■ **Work to be completed**:
Could you output all of the records below exactly as they appear?

■ **Records for this exercise**:
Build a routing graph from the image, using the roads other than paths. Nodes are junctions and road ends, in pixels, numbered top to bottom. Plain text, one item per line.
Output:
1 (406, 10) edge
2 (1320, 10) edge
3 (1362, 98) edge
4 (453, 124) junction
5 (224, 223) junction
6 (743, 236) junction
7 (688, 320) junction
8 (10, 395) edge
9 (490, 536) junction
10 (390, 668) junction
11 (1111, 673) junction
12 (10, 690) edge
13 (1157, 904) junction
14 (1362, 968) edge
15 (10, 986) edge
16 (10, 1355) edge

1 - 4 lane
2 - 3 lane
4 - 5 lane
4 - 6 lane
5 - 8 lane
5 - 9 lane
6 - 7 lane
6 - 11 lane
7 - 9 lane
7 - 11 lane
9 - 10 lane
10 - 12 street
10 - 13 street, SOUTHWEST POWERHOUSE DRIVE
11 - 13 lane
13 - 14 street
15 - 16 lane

■ **Reply to the exercise**:
Build a routing graph from the image, using the roads other than paths. Nodes are junctions and road ends, in pixels, numbered top to bottom. Plain text, one item per line.
Output:
1 (406, 10) edge
2 (1320, 10) edge
3 (1362, 98) edge
4 (453, 124) junction
5 (224, 223) junction
6 (743, 236) junction
7 (688, 320) junction
8 (10, 395) edge
9 (490, 536) junction
10 (390, 668) junction
11 (1111, 673) junction
12 (10, 690) edge
13 (1157, 904) junction
14 (1362, 968) edge
15 (10, 986) edge
16 (10, 1355) edge

1 - 4 lane
2 - 3 lane
4 - 5 lane
4 - 6 lane
5 - 8 lane
5 - 9 lane
6 - 7 lane
6 - 11 lane
7 - 9 lane
7 - 11 lane
9 - 10 lane
10 - 12 street
10 - 13 street, SOUTHWEST POWERHOUSE DRIVE
11 - 13 lane
13 - 14 street
15 - 16 lane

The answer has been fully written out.